Abstract:In this paper, we present a novel paradigm to enhance the ability of object detector, e.g., expanding categories or improving detection performance, by training on synthetic dataset generated from diffusion models. Specifically, we integrate an instance-level grounding head into a pre-trained, generative diffusion model, to augment it with the ability of localising instances in the generated images. The grounding head is trained to align the text embedding of category names with the regional visual feature of the diffusion model, using supervision from an off-the-shelf object detector, and a novel self-training scheme on (novel) categories not covered by the detector. We conduct thorough experiments to show that, this enhanced version of diffusion model, termed as InstaGen, can serve as a data synthesizer, to enhance object detectors by training on its generated samples, demonstrating superior performance over existing state-of-the-art methods in open-vocabulary (+4.5 AP) and data-sparse (+1.2 to 5.2 AP) scenarios. Project page with code:
What problem does this paper attempt to address?

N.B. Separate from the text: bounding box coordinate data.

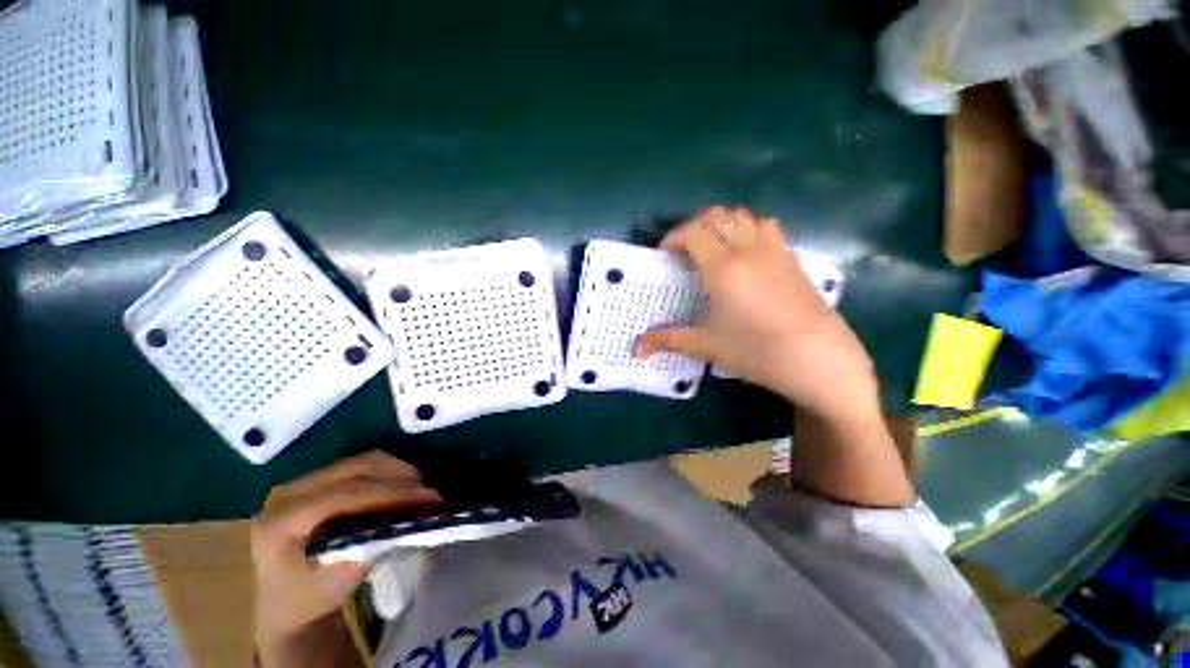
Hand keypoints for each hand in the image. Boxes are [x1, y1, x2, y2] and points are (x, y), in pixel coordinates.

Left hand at [251, 452, 441, 663]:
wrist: (282, 602)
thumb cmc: (310, 598)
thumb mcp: (340, 578)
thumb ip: (372, 541)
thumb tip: (412, 515)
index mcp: (282, 521)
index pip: (345, 494)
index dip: (390, 492)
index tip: (427, 497)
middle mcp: (286, 493)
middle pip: (354, 468)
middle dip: (398, 476)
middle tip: (427, 491)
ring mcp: (297, 483)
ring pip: (358, 461)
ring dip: (394, 471)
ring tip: (418, 487)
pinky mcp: (311, 481)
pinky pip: (356, 466)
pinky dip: (384, 472)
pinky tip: (400, 485)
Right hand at [635, 206, 879, 421]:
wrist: (821, 361)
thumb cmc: (758, 352)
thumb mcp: (708, 344)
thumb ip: (669, 339)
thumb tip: (636, 348)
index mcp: (724, 269)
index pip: (693, 233)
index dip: (673, 237)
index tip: (664, 253)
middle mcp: (749, 250)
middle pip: (717, 216)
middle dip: (694, 226)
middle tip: (684, 249)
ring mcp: (775, 250)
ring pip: (744, 216)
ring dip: (722, 224)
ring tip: (712, 247)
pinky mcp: (792, 258)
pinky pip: (766, 227)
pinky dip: (747, 229)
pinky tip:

The problem that this paper attempts to solve is in the object detection task, enhancing the capabilities of object detectors by using synthetic datasets generated from diffusion models, such as expanding the detectable categories or improving the detection performance. Specifically, the paper proposes a new method, that is, improving the performance of object detectors by training on synthetic datasets, which are generated by diffusion models and contain instance - level bounding box annotations. This method aims to solve the problems of difficult collection, time - consuming and difficult expansion of existing real datasets, while using synthetic datasets to improve the performance of detectors in scenarios such as open - vocabulary detection, data - sparse detection and cross - dataset transfer.
### Main Contributions
1. **Image Synthesizer**: By fine - tuning the existing diffusion models, an image synthesizer that can generate images containing multiple objects and complex backgrounds is constructed, thus providing a simulation closer to real - world detection scenarios.
2. **Data Synthesis Framework**: A new data synthesis framework - InstaGen is introduced, through a novel instance - level localization module, which can generate bounding box annotations for objects in synthetic images.
3. **Detector Training**: Standard object detectors are trained on the combination of real datasets and synthetic datasets, and superior performance in multiple benchmark tests is demonstrated, especially in open - vocabulary detection (AP improvement +4.5), data - sparse detection (AP improvement +1.2 to +5.2) and cross - dataset transfer (AP improvement +0.5 to +1.1).
### Method Overview
- **Problem Definition**: Given a real - image detection dataset \( D_{\text{real}} \) with manual annotations, the goal is to use this real dataset to guide a generative diffusion model to become a data synthesizer to expand the existing detection dataset \( D_{\text{final}}=D_{\text{real}} + D_{\text{syn}} \).
- **Image Synthesizer**: Based on the pre - trained Stable Diffusion Model, images containing multiple objects and complex backgrounds are generated by fine - tuning on the detection dataset.
- **Instance - level Localization Module**: Through a two - step training strategy, first, the localization module is supervised and trained on synthetic images, and then the trained localization head is used to generate pseudo - labels for self - training of unseen categories, and finally, object localization for any category is achieved.
- **Detector Training**: Object detectors are trained on the combination of real datasets and synthetic datasets, and superior performance in multiple benchmark tests is demonstrated.
### Experimental Results
- **Open - vocabulary Detection**: In the COCO benchmark test, compared with the existing CLIP - based methods, the AP50 index of the detector trained with the synthetic dataset generated by InstaGen on new categories is significantly increased by about +5.
- **Data - sparse Detection**: When the amount of real data is limited, the use of synthetic datasets significantly improves the performance of the detector.
- **Cross - dataset Transfer**: In the transfer tasks from the COCO dataset to the Object365 and LVIS datasets, the synthetic dataset generated by InstaGen also performs well.
In conclusion, the method proposed in this paper not only solves the difficult problem of collecting existing real datasets, but also significantly improves the performance of object detectors in multiple scenarios through synthetic datasets.